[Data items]
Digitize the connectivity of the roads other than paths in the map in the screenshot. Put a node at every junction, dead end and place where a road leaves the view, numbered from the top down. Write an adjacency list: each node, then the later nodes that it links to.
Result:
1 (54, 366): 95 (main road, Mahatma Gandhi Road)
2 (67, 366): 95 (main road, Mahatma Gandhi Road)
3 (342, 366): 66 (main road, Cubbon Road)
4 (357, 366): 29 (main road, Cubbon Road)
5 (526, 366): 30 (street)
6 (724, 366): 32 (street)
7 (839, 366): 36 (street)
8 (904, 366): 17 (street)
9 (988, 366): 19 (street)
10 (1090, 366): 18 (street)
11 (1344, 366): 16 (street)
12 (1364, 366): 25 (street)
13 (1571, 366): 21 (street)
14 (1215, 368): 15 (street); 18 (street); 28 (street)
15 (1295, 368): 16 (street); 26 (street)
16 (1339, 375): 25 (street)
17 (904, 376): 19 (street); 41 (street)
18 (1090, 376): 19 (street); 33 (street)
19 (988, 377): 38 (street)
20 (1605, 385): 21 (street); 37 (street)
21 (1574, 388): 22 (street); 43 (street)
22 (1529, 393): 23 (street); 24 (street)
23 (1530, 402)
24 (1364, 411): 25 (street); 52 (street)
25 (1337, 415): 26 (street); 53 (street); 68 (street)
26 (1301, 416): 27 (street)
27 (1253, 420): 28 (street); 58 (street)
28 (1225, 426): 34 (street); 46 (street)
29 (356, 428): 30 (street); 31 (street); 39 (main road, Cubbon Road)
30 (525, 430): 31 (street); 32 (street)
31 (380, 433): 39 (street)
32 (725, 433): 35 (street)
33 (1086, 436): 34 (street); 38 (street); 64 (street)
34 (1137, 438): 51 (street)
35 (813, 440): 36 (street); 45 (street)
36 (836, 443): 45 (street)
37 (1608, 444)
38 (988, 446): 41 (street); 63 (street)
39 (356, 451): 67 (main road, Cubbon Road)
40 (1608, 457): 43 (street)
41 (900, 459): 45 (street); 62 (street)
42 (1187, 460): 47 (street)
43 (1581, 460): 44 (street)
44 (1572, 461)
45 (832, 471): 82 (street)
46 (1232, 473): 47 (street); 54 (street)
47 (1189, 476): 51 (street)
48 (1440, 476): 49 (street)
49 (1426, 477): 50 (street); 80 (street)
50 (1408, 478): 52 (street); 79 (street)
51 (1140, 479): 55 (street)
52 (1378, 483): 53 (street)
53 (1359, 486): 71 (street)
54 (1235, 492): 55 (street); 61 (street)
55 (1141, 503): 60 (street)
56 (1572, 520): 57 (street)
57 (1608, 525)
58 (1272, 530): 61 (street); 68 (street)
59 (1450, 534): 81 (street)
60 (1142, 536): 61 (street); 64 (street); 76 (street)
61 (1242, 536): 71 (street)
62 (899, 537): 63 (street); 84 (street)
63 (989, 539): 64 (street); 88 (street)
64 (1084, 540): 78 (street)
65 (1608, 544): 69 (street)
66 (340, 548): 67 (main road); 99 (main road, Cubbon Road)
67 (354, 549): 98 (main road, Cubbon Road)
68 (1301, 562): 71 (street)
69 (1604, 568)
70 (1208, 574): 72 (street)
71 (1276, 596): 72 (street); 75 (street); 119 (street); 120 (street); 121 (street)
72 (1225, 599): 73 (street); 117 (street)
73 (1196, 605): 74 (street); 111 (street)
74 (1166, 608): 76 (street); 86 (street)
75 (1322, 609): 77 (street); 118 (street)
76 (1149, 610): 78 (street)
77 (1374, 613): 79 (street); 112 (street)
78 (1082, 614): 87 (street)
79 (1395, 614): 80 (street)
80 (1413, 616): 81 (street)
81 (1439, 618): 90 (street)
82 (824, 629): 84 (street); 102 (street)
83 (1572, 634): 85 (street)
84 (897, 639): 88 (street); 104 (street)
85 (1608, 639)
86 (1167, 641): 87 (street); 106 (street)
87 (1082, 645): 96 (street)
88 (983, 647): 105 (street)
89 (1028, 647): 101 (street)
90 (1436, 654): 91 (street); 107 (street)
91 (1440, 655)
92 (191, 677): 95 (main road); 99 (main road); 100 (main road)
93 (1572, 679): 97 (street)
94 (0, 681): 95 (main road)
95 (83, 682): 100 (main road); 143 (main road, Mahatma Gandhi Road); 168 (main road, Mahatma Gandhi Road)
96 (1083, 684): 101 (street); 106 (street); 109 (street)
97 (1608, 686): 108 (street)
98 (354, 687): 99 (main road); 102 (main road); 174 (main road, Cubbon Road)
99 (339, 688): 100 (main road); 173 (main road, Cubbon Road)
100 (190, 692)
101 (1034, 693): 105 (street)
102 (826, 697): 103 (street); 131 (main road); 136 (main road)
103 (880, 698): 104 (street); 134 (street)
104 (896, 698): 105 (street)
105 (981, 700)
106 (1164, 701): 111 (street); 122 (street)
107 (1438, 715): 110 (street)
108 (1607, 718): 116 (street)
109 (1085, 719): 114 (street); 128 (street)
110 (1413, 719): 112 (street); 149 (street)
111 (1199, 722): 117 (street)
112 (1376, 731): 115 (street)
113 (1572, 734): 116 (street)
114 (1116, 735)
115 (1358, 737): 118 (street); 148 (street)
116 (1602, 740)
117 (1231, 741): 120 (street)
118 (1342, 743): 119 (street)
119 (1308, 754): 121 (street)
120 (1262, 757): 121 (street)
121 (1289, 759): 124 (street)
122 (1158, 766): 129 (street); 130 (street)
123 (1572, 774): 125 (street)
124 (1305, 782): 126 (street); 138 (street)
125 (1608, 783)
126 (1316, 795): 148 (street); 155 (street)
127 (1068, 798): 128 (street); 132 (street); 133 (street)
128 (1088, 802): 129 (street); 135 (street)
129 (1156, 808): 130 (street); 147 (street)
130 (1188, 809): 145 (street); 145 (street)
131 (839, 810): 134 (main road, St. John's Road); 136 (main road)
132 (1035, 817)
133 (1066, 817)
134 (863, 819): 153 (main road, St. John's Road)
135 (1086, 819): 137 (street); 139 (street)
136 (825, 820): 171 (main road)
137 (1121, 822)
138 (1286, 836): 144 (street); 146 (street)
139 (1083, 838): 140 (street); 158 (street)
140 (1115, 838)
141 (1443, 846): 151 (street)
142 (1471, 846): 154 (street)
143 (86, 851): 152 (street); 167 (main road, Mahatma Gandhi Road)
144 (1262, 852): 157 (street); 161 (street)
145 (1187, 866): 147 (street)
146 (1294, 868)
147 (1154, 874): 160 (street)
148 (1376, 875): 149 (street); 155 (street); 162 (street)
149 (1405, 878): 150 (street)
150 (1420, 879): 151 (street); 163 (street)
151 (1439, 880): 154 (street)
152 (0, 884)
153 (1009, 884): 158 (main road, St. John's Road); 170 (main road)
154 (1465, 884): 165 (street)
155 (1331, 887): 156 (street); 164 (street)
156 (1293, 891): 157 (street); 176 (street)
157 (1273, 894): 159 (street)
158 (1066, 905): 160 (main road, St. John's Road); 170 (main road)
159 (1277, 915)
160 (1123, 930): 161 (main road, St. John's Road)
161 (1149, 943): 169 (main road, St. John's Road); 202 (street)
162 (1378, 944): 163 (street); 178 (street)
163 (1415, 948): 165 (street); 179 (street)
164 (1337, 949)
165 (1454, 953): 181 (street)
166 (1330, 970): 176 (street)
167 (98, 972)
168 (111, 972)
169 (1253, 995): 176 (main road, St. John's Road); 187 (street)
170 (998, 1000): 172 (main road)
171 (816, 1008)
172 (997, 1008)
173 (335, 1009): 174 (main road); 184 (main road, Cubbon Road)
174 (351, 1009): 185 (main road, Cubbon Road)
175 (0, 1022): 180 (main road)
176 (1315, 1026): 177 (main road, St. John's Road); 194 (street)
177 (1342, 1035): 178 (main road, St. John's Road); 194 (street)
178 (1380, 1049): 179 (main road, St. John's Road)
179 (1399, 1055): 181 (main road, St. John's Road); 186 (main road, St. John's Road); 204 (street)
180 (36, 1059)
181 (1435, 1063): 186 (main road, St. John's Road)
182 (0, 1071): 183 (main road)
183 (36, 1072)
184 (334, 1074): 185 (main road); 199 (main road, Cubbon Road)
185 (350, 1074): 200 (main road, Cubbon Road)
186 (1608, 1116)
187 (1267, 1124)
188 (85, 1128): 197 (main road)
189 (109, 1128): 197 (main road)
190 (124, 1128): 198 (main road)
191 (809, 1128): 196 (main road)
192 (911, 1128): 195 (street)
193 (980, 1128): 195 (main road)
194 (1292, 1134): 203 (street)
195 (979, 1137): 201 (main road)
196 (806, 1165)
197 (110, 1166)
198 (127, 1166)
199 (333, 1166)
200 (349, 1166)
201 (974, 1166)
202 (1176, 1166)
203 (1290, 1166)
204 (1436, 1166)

What is expected → Only a number is wanted here: how many lines in the entries contain the word "Gandhi"?

Result of the exercise → 4